Records from a data source:
□ □ □

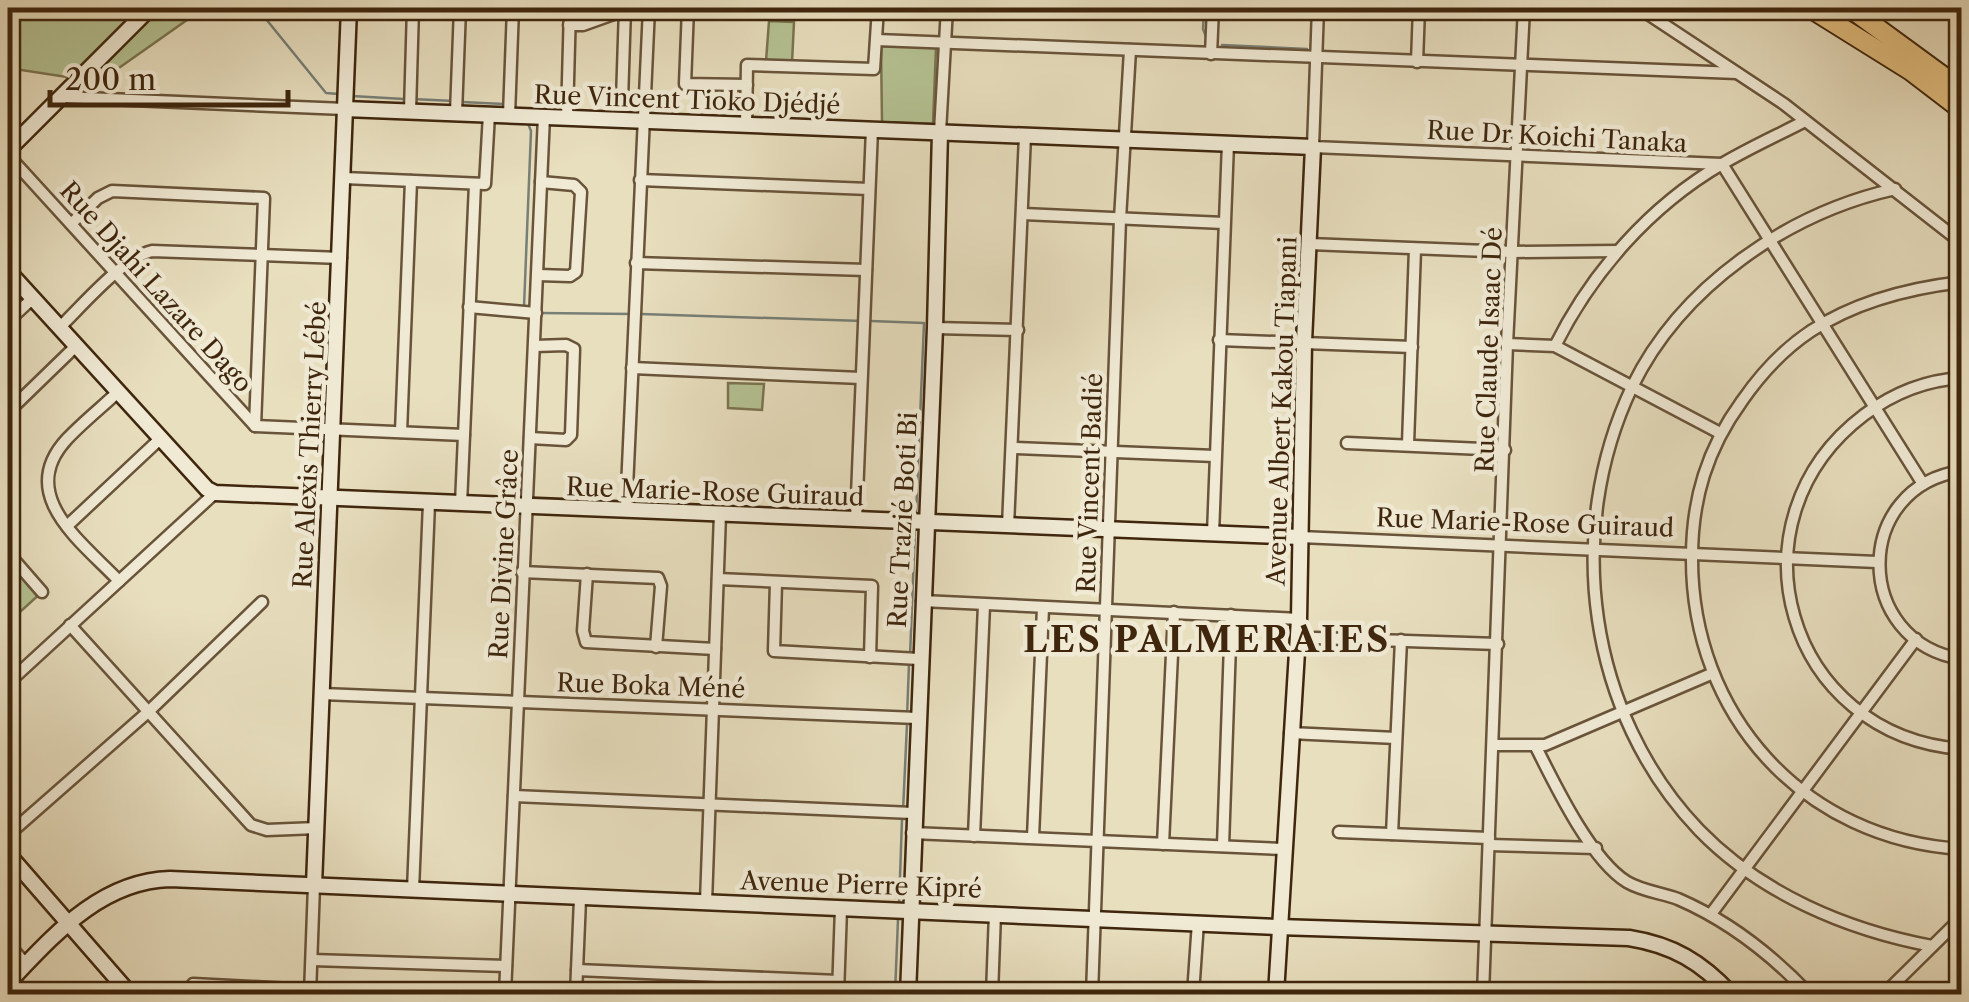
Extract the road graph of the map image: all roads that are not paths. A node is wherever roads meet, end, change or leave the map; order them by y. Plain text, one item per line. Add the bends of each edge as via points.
1 (150, 8) edge
2 (349, 8) edge
3 (413, 8) edge
4 (460, 8) edge
5 (513, 8) edge
6 (570, 8) edge
7 (649, 8) edge
8 (688, 8) edge
9 (878, 8) edge
10 (947, 8) edge
11 (1213, 8) edge
12 (1318, 8) edge
13 (1419, 8) edge
14 (1524, 8) edge
15 (1639, 8) edge
16 (1810, 8) edge
17 (1850, 8) edge
18 (625, 9) edge
19 (569, 25) junction
20 (877, 40) junction
21 (945, 43) junction
22 (1130, 50) junction
23 (1211, 54) junction
24 (1316, 58) junction
25 (1417, 62) junction
26 (1522, 66) junction
27 (1736, 73) junction
28 (747, 85) junction
29 (1962, 90) edge
30 (60, 97) junction
31 (622, 100) dead end
32 (345, 109) junction
33 (1962, 110) edge
34 (410, 111) junction
35 (456, 113) junction
36 (490, 114) junction
37 (509, 115) junction
38 (544, 116) junction
39 (566, 117) junction
40 (642, 121) junction
41 (746, 121) junction
42 (1805, 121) junction
43 (872, 130) junction
44 (940, 132) junction
45 (1025, 136) junction
46 (1124, 140) junction
47 (1228, 143) junction
48 (1313, 147) junction
49 (8, 153) edge
50 (1517, 154) junction
51 (1722, 164) junction
52 (344, 178) junction
53 (640, 180) junction
54 (411, 181) junction
55 (541, 182) junction
56 (475, 184) junction
57 (870, 189) junction
58 (1896, 189) junction
59 (1023, 214) junction
60 (1120, 219) junction
61 (72, 223) junction
62 (1224, 223) junction
63 (1770, 241) junction
64 (1962, 243) edge
65 (1309, 244) junction
66 (1416, 249) junction
67 (1618, 251) junction
68 (1512, 252) junction
69 (262, 253) junction
70 (341, 258) junction
71 (636, 263) junction
72 (866, 270) junction
73 (8, 271) edge
74 (116, 274) junction
75 (538, 275) junction
76 (1962, 282) edge
77 (32, 299) junction
78 (469, 308) junction
79 (536, 313) junction
80 (8, 321) edge
81 (1823, 323) junction
82 (59, 328) junction
83 (935, 328) junction
84 (1018, 330) junction
85 (1219, 340) junction
86 (1304, 342) junction
87 (1508, 344) junction
88 (76, 346) junction
89 (536, 346) junction
90 (1555, 346) junction
91 (1412, 347) junction
92 (632, 368) junction
93 (861, 378) junction
94 (1962, 378) edge
95 (1632, 387) junction
96 (119, 391) junction
97 (1876, 406) junction
98 (8, 412) edge
99 (255, 426) junction
100 (334, 429) junction
101 (401, 432) junction
102 (1720, 432) junction
103 (464, 435) junction
104 (160, 438) junction
105 (530, 438) junction
106 (1346, 443) dead end
107 (1408, 444) junction
108 (1013, 448) junction
109 (1505, 450) junction
110 (1111, 452) junction
111 (1214, 456) junction
112 (1962, 471) edge
113 (1924, 484) junction
114 (215, 492) junction
115 (330, 499) junction
116 (430, 503) junction
117 (460, 504) junction
118 (527, 507) junction
119 (626, 510) junction
120 (720, 514) junction
121 (856, 520) junction
122 (926, 522) junction
123 (67, 526) junction
124 (1008, 526) junction
125 (1108, 529) junction
126 (1213, 534) junction
127 (1300, 536) junction
128 (1501, 545) junction
129 (1593, 548) junction
130 (1692, 552) junction
131 (8, 553) edge
132 (1786, 556) junction
133 (1877, 562) junction
134 (522, 572) junction
135 (587, 574) junction
136 (718, 580) junction
137 (119, 581) junction
138 (776, 582) junction
139 (42, 592) dead end
140 (922, 601) junction
141 (262, 602) dead end
142 (984, 605) junction
143 (1044, 608) junction
144 (1105, 610) junction
145 (1174, 612) junction
146 (1231, 614) junction
147 (1299, 619) junction
148 (70, 625) junction
149 (1316, 638) dead end
150 (1916, 639) junction
151 (1400, 640) junction
152 (1498, 644) junction
153 (656, 647) junction
154 (714, 649) junction
155 (870, 657) junction
156 (1962, 659) edge
157 (919, 660) junction
158 (1711, 674) junction
159 (8, 682) edge
160 (322, 694) junction
161 (421, 697) junction
162 (518, 700) junction
163 (714, 708) junction
164 (148, 712) junction
165 (1622, 714) junction
166 (1861, 715) junction
167 (917, 718) junction
168 (1290, 733) junction
169 (1396, 738) junction
170 (1494, 745) junction
171 (1536, 747) junction
172 (1962, 748) edge
173 (1803, 793) junction
174 (514, 796) junction
175 (710, 804) junction
176 (913, 813) junction
177 (317, 828) junction
178 (1339, 832) dead end
179 (912, 833) junction
180 (1392, 834) junction
181 (8, 835) edge
182 (974, 836) junction
183 (1033, 837) junction
184 (1098, 840) junction
185 (1489, 842) junction
186 (1164, 844) junction
187 (1223, 846) junction
188 (1596, 848) junction
189 (1284, 849) junction
190 (1962, 849) edge
191 (8, 854) edge
192 (1745, 870) junction
193 (314, 885) junction
194 (413, 890) junction
195 (510, 896) junction
196 (580, 899) junction
197 (706, 902) junction
198 (842, 908) junction
199 (911, 910) junction
200 (995, 913) junction
201 (1711, 914) junction
202 (1094, 917) junction
203 (1962, 917) edge
204 (1198, 922) junction
205 (69, 923) junction
206 (1278, 927) junction
207 (1486, 934) junction
208 (8, 944) edge
209 (1932, 946) junction
210 (312, 960) junction
211 (26, 964) junction
212 (506, 966) junction
213 (578, 970) junction
214 (838, 981) junction
215 (8, 983) edge
216 (193, 984) dead end
217 (310, 992) edge
218 (1276, 992) edge
219 (1346, 992) edge
220 (130, 994) edge
221 (505, 994) edge
222 (576, 994) edge
223 (838, 994) edge
224 (908, 994) edge
225 (992, 994) edge
226 (1092, 994) edge
227 (1193, 994) edge
228 (1411, 994) edge
229 (1483, 994) edge
230 (1499, 994) edge
231 (1730, 994) edge
232 (1809, 994) edge
233 (1884, 994) edge

1 - 30 street
2 - 32 street, Rue Alexis Thierry Lébé
3 - 34 street
4 - 35 street
5 - 37 street
6 - 19 street
7 - 40 street
8 - 28 street via 685,84
9 - 20 street
10 - 21 street
11 - 23 street
12 - 24 street, Avenue Albert Kakou Tiapani
13 - 25 street
14 - 26 street, Rue Claude Isaac Dé
15 - 27 street
16 - 33 highway
17 - 29 highway
18 - 19 street
18 - 31 street
19 - 39 street
20 - 21 street
20 - 28 street via 874,69 747,65
21 - 22 street
21 - 44 street
22 - 23 street
22 - 46 street, Rue Vincent Badié
23 - 24 street
24 - 25 street
24 - 48 street, Avenue Albert Kakou Tiapani
25 - 26 street
26 - 27 street
26 - 50 street, Rue Claude Isaac Dé
27 - 42 street
28 - 41 street
30 - 32 street, Rue Vincent Tioko Djédjé
30 - 49 street
32 - 34 street, Rue Vincent Tioko Djédjé
32 - 52 street, Rue Alexis Thierry Lébé
34 - 35 street, Rue Vincent Tioko Djédjé
35 - 36 street, Rue Vincent Tioko Djédjé
36 - 37 street, Rue Vincent Tioko Djédjé
36 - 56 street via 486,180
37 - 38 street, Rue Vincent Tioko Djédjé
38 - 39 street, Rue Vincent Tioko Djédjé
38 - 55 street, Rue Divine Grâce
39 - 40 street, Rue Vincent Tioko Djédjé
40 - 41 street, Rue Vincent Tioko Djédjé
40 - 53 street
41 - 43 street, Rue Vincent Tioko Djédjé
42 - 51 street
42 - 58 street
43 - 44 street, Rue Vincent Tioko Djédjé
43 - 57 street
44 - 45 street, Rue Vincent Tioko Djédjé
44 - 83 street, Rue Trazié Boti Bi
45 - 46 street, Rue Vincent Tioko Djédjé
45 - 59 street
46 - 47 street, Rue Vincent Tioko Djédjé
46 - 60 street, Rue Vincent Badié
47 - 48 street, Rue Vincent Tioko Djédjé
47 - 62 street
48 - 50 street, Rue Dr Koichi Tanaka
48 - 65 street, Avenue Albert Kakou Tiapani
49 - 61 street, Rue Djahi Lazare Dago
50 - 51 street, Rue Dr Koichi Tanaka
50 - 68 street, Rue Claude Isaac Dé
51 - 63 street, Rue Dr Koichi Tanaka
51 - 67 street via 1676,195
52 - 54 street
52 - 70 street, Rue Alexis Thierry Lébé
53 - 57 street
53 - 71 street
54 - 56 street
54 - 101 street
55 - 75 street, Rue Divine Grâce
55 - 75 street via 574,185 581,192 576,272
56 - 78 street
57 - 72 street
58 - 63 street via 1841,205
58 - 64 street
59 - 60 street
59 - 84 street
60 - 62 street
60 - 110 street, Rue Vincent Badié
61 - 69 street via 112,191 260,196
61 - 74 street, Rue Djahi Lazare Dago
62 - 85 street
63 - 81 street, Rue Dr Koichi Tanaka
63 - 95 street via 1705,290
65 - 66 street
65 - 86 street, Avenue Albert Kakou Tiapani
66 - 68 street
66 - 91 street
67 - 68 street
67 - 90 street
68 - 87 street, Rue Claude Isaac Dé
69 - 70 street
69 - 74 street via 152,251
69 - 99 street
70 - 100 street, Rue Alexis Thierry Lébé
71 - 72 street
71 - 92 street
72 - 93 street
73 - 77 street
74 - 82 street
74 - 99 street, Rue Djahi Lazare Dago
75 - 79 street, Rue Divine Grâce
76 - 81 street via 1904,292
77 - 80 street
77 - 82 street
78 - 79 street
78 - 103 street
79 - 89 street, Rue Divine Grâce
81 - 97 street, Rue Dr Koichi Tanaka
81 - 102 street via 1764,374
82 - 88 street
83 - 84 street
83 - 122 street, Rue Trazié Boti Bi
84 - 108 street
85 - 86 street
85 - 111 street
86 - 91 street
86 - 127 street, Avenue Albert Kakou Tiapani
87 - 90 street
87 - 109 street, Rue Claude Isaac Dé
88 - 96 street
88 - 98 street
89 - 105 street, Rue Divine Grâce
89 - 105 street via 574,349 571,436
90 - 95 street
91 - 107 street
92 - 93 street
92 - 119 street
93 - 121 street
94 - 97 street via 1931,382
95 - 102 street
95 - 129 street via 1603,474
96 - 104 street
96 - 123 street via 67,439 48,470 50,500
97 - 113 street, Rue Dr Koichi Tanaka
97 - 132 street via 1813,466 1796,503
99 - 100 street, Rue Djahi Lazare Dago
100 - 101 street, Rue Djahi Lazare Dago
100 - 115 street, Rue Alexis Thierry Lébé
101 - 103 street, Rue Djahi Lazare Dago
102 - 130 street via 1696,498
103 - 117 street
104 - 114 street
104 - 123 street
105 - 118 street, Rue Divine Grâce
106 - 107 street
107 - 109 street
108 - 110 street
108 - 124 street
109 - 128 street, Rue Claude Isaac Dé
110 - 111 street
110 - 125 street, Rue Vincent Badié
111 - 126 street
112 - 113 street
113 - 133 street via 1894,513
114 - 115 street, Rue Marie-Rose Guiraud
114 - 137 street
115 - 116 street, Rue Marie-Rose Guiraud
115 - 160 street, Rue Alexis Thierry Lébé
116 - 117 street, Rue Marie-Rose Guiraud
116 - 161 street
117 - 118 street, Rue Marie-Rose Guiraud
118 - 119 street, Rue Marie-Rose Guiraud
118 - 134 street, Rue Divine Grâce
119 - 120 street, Rue Marie-Rose Guiraud
120 - 121 street, Rue Marie-Rose Guiraud
120 - 136 street
121 - 122 street, Rue Marie-Rose Guiraud
122 - 124 street, Rue Marie-Rose Guiraud
122 - 140 street, Rue Trazié Boti Bi
123 - 137 street
124 - 125 street, Rue Marie-Rose Guiraud
125 - 126 street, Rue Marie-Rose Guiraud
125 - 144 street, Rue Vincent Badié
126 - 127 street, Rue Marie-Rose Guiraud
127 - 128 street, Rue Marie-Rose Guiraud
127 - 147 street, Avenue Albert Kakou Tiapani
128 - 129 street, Rue Marie-Rose Guiraud
128 - 152 street, Rue Claude Isaac Dé
129 - 130 street, Rue Marie-Rose Guiraud
129 - 165 street via 1600,642
130 - 132 street, Rue Marie-Rose Guiraud
130 - 158 street via 1694,604
131 - 139 street
132 - 133 street, Rue Marie-Rose Guiraud
132 - 166 street via 1802,640 1835,692
133 - 150 street via 1885,601
134 - 135 street
134 - 162 street, Rue Divine Grâce
135 - 153 street via 586,642
135 - 153 street via 658,578
136 - 138 street
136 - 154 street
137 - 148 street
138 - 155 street via 774,651
138 - 155 street via 872,586
140 - 142 street
140 - 157 street, Rue Trazié Boti Bi
141 - 164 street
142 - 143 street
142 - 182 street
143 - 144 street
143 - 183 street
144 - 145 street
144 - 184 street, Rue Vincent Badié
145 - 146 street
145 - 186 street
146 - 147 street
146 - 187 street
147 - 168 street, Avenue Albert Kakou Tiapani
148 - 159 street
148 - 164 street
149 - 151 street
150 - 156 street
150 - 166 street
151 - 152 street
151 - 169 street
152 - 170 street, Rue Claude Isaac Dé
153 - 154 street
154 - 163 street
155 - 157 street
157 - 167 street, Rue Trazié Boti Bi
158 - 165 street
158 - 173 street via 1750,738
160 - 161 street, Rue Boka Méné
160 - 177 street, Rue Alexis Thierry Lébé
161 - 162 street, Rue Boka Méné
161 - 194 street
162 - 163 street, Rue Boka Méné
162 - 174 street, Rue Divine Grâce
163 - 167 street, Rue Boka Méné
163 - 175 street
164 - 177 street via 252,825
164 - 181 street
165 - 171 street
165 - 192 street via 1688,818
166 - 172 street via 1913,741
166 - 173 street
167 - 176 street, Rue Trazié Boti Bi
168 - 169 street
168 - 189 street, Avenue Albert Kakou Tiapani
169 - 180 street
170 - 171 street
170 - 185 street, Rue Claude Isaac Dé
171 - 188 street
173 - 190 street via 1869,831
173 - 192 street
174 - 175 street
174 - 195 street, Rue Divine Grâce
175 - 176 street
175 - 197 street
176 - 179 street, Rue Trazié Boti Bi
177 - 193 street, Rue Alexis Thierry Lébé
178 - 180 street
179 - 182 street
179 - 199 street, Rue Trazié Boti Bi
180 - 185 street
182 - 183 street
183 - 184 street
184 - 186 street
184 - 202 street, Rue Vincent Badié
185 - 188 street
185 - 207 street, Rue Claude Isaac Dé
186 - 187 street
187 - 189 street
188 - 201 street via 1630,884
189 - 206 street, Avenue Albert Kakou Tiapani
191 - 205 street
192 - 201 street
192 - 209 street via 1852,927
193 - 194 street, Avenue Pierre Kipré
193 - 205 street, Avenue Pierre Kipré via 145,881 107,896
193 - 210 street
194 - 195 street, Avenue Pierre Kipré
195 - 196 street, Avenue Pierre Kipré
195 - 212 street, Rue Divine Grâce
196 - 197 street, Avenue Pierre Kipré
196 - 213 street
197 - 198 street, Avenue Pierre Kipré
198 - 199 street, Avenue Pierre Kipré
198 - 214 street
199 - 200 street, Avenue Pierre Kipré
199 - 224 street, Rue Trazié Boti Bi
200 - 202 street, Avenue Pierre Kipré
200 - 225 street
201 - 232 street via 1757,945
202 - 204 street, Avenue Pierre Kipré
202 - 226 street, Rue Vincent Badié
203 - 209 street
204 - 206 street, Avenue Pierre Kipré
204 - 227 street
205 - 211 street, Avenue Pierre Kipré
205 - 220 street
206 - 207 street, Avenue Pierre Kipré
206 - 218 street, Avenue Albert Kakou Tiapani
207 - 229 street, Rue Claude Isaac Dé
207 - 231 street, Avenue Pierre Kipré via 1648,941 1696,962
208 - 211 street
209 - 233 street
210 - 212 street
210 - 217 street
211 - 215 street, Avenue Pierre Kipré
212 - 221 street, Rue Divine Grâce
213 - 214 street
213 - 222 street
214 - 223 street
216 - 217 street
218 - 219 street
219 - 228 street
228 - 229 street
229 - 230 street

□ □ □

What to produce: Whenever the word "Kakou" shows up in a line above, copy that line.

Response below:
12 - 24 street, Avenue Albert Kakou Tiapani
24 - 48 street, Avenue Albert Kakou Tiapani
48 - 65 street, Avenue Albert Kakou Tiapani
65 - 86 street, Avenue Albert Kakou Tiapani
86 - 127 street, Avenue Albert Kakou Tiapani
127 - 147 street, Avenue Albert Kakou Tiapani
147 - 168 street, Avenue Albert Kakou Tiapani
168 - 189 street, Avenue Albert Kakou Tiapani
189 - 206 street, Avenue Albert Kakou Tiapani
206 - 218 street, Avenue Albert Kakou Tiapani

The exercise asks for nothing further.